* **Work instructions**: Lines that include the string "Hering" are the ones to copy from the entries below.

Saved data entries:
⟨

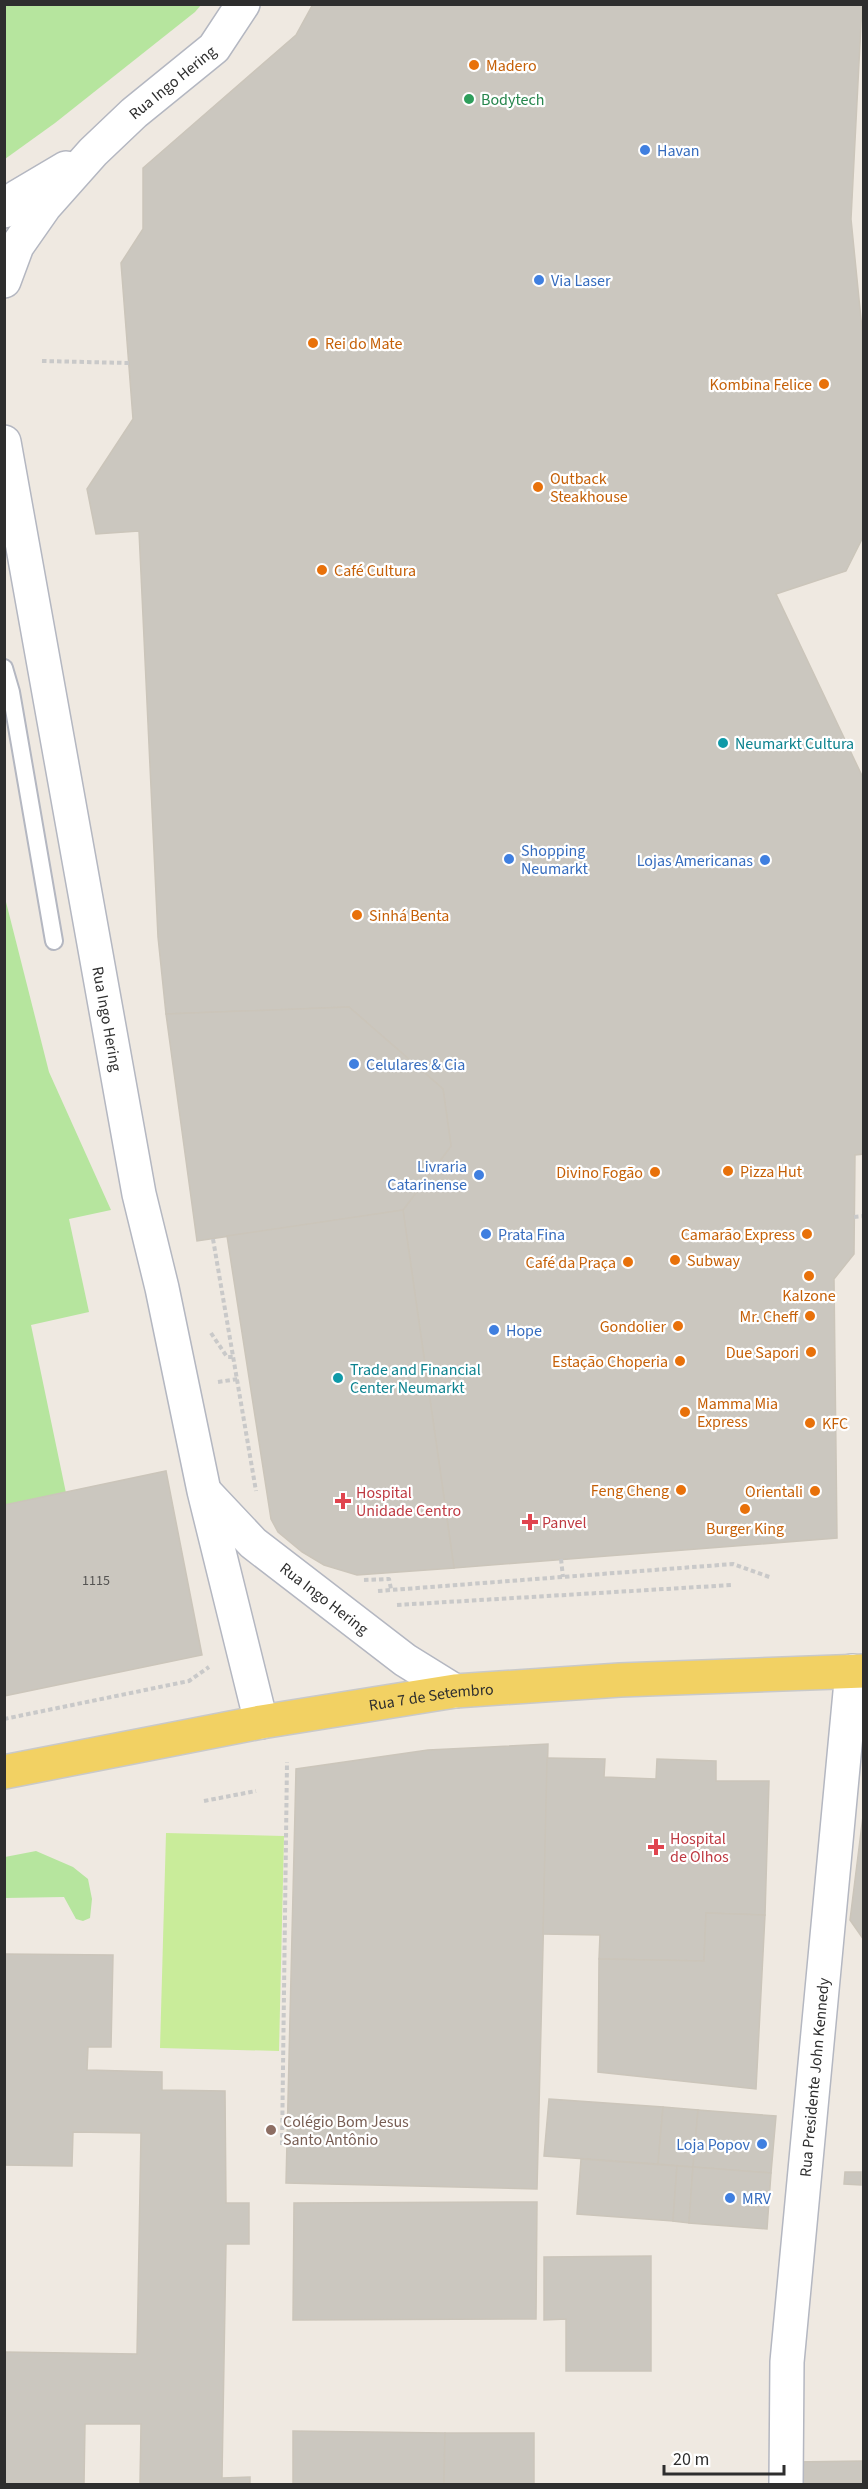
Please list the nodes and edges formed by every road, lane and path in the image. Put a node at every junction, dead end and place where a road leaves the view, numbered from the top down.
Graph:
1 (243, 4) edge
2 (93, 152) junction
3 (4, 211) edge
4 (4, 281) edge
5 (42, 361) dead end
6 (129, 363) dead end
7 (4, 442) edge
8 (4, 515) edge
9 (22, 546) junction
10 (4, 668) edge
11 (54, 941) dead end
12 (864, 1216) edge
13 (854, 1217) dead end
14 (213, 1239) dead end
15 (207, 1328) dead end
16 (233, 1357) junction
17 (238, 1379) junction
18 (216, 1382) dead end
19 (204, 1491) junction
20 (257, 1496) dead end
21 (561, 1559) dead end
22 (563, 1576) junction
23 (772, 1578) dead end
24 (356, 1581) dead end
25 (732, 1585) dead end
26 (387, 1606) dead end
27 (212, 1657) dead end
28 (858, 1671) edge
29 (455, 1691) junction
30 (4, 1719) edge
31 (261, 1722) junction
32 (287, 1762) dead end
33 (4, 1772) edge
34 (256, 1791) dead end
35 (204, 1801) dead end
36 (282, 2145) dead end
37 (786, 2484) edge

1 - 2 street, Rua Ingo Hering
2 - 3 street, Rua Ingo Hering
2 - 4 street, Rua Ingo Hering
5 - 6 path
7 - 9 street, Rua Ingo Hering
8 - 9 street, Rua Ingo Hering
9 - 19 street, Rua Ingo Hering
10 - 11 lane
12 - 13 path
14 - 16 path
15 - 16 path
16 - 17 path
17 - 18 path
17 - 20 path
19 - 29 street, Rua Ingo Hering
19 - 31 street, Rua Ingo Hering
21 - 22 path
22 - 23 path
22 - 24 path
25 - 26 path
27 - 30 path
28 - 29 main road, Rua 7 de Setembro
28 - 37 street, Rua Presidente John Kennedy
29 - 31 main road, Rua 7 de Setembro
31 - 33 main road, Rua 7 de Setembro
32 - 36 path
34 - 35 path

⟩

* **Solution to this task**:
1 - 2 street, Rua Ingo Hering
2 - 3 street, Rua Ingo Hering
2 - 4 street, Rua Ingo Hering
7 - 9 street, Rua Ingo Hering
8 - 9 street, Rua Ingo Hering
9 - 19 street, Rua Ingo Hering
19 - 29 street, Rua Ingo Hering
19 - 31 street, Rua Ingo Hering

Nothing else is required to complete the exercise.